Decoding Smart Contract Design Patterns
My last article examined smart contracts through the lens of a canonical vending machine example to explain how blockchains provide a mechanism for automating trust. I will now zoom out and examine some high level design patterns found in the application of smart contracts. Blockchain based smart contract systems generally fall into three broad categories: blockchain native, smart property and algorithmic management. I will start with some common patterns found in blockchain native applications.
Blockchain native applications are typically financial in nature and focus on rules around changing the ownership of a cryptocurrency itself. For example, in Bitcoin even a simple payment is accomplished through a smart contract. Every bitcoin balance on the blockchain is associated with a script (ie. smart contract) that defines what conditions must be satisfied to change the ownership of that balance. The simplest spending condition is that the current owner of the public key associated with the balance must supply an associated signature in order to assign a new public key to it. If the new public key corresponds to a private key controlled by a different person, then we say the bitcoin has been spent. Control of it has moved to a new person by changing the smart contract that governs that balance.
Smart contracts can include additional conditions to accomplish more complex tasks. For example, you can add a condition that restricts spending until some amount of time has passed. This works like a time vault in a convenience store where even if a thief has the combination, it won’t unlock the safe until until the next morning. In the case of smart contracts this sort of condition is often used to add a refund condition when two parties are negotiating a new contract. Assume two people create a contract that locks funds at a particular address so that it will require both to sign to spend from it. The first person to transfer their funds into this address would have their funds locked and unspendable if the second person disappears. To solve this, the two parties first sign a contract that allows the value to be refunded from the shared address after some agreed timeout. Once that refund contract has been signed, then funds can be safely transferred without the risk that the other party can unilaterally refuse to cooperate. This simple time-lock pattern is a critical component of the Bitcoin Lightning Network.
Instead of an address controlled by just two parties, you can also create accounts where any two of three signers can transfer funds. This pattern has various uses depending on the third party to the smart contract. If two people wish to execute a large real world purchase of something like a house, then the third party would be an escrow agent that can step in to execute the transfer with the seller, or sign to refund the balance to the buyer based on pre-agreed rules. The International Blockchain Real Estate Association (IBREA) and the company HouseHodl are actively researching how to apply smart contracts to real estate transactions. The Bitrated web site uses this pattern for general escrow and HodlHodl and Bisq use it specifically for non-custodial bitcoin trading. By “non-custodial” we mean that these exchanges act as arbitrators for two parties who wish to directly trade cryptocurrency for a national currency or exchange two different cryptocurrencies, without ever taking custody of the balance. Instead of a centralized brokerage holding the balance, the blockchain holds the value in a multisignature account until the two parties agree, or the arbitrator sides with one of the two parties on a particular outcome for the trade.
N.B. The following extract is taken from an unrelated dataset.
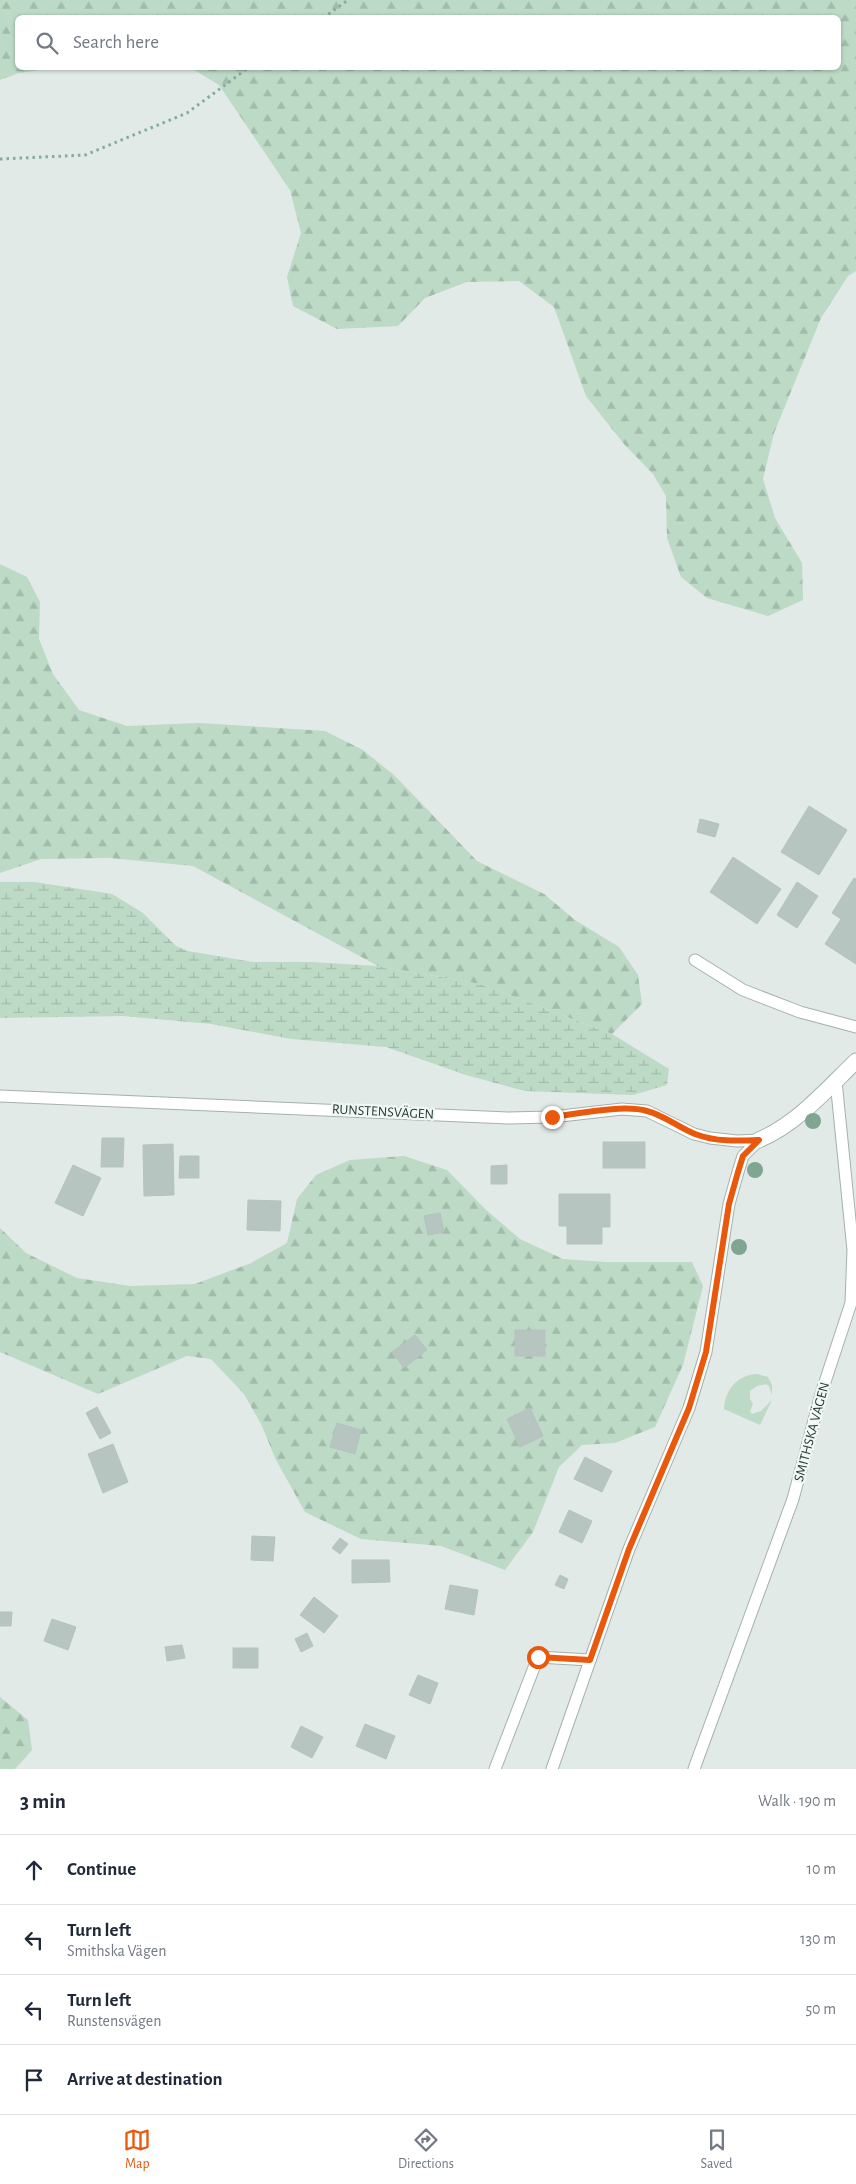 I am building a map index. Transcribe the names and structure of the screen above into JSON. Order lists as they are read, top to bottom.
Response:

Additional signers could also be included to provide security in the case that the owner of cryptocurrency is afraid of having their single spending key lost or stolen. When used this way, the owner of the funds will contract with a service that agrees to follow certain security rules before cosigning any spending transactions. For example, the service might agree to call the customer to verify requests to spend any amount over some threshold. This sort of security arrangement adds protections similar to what banks and credit card companies currently provide. Companies like Casa and Xapo offer custodial services to banks and individuals using this multi-signature pattern.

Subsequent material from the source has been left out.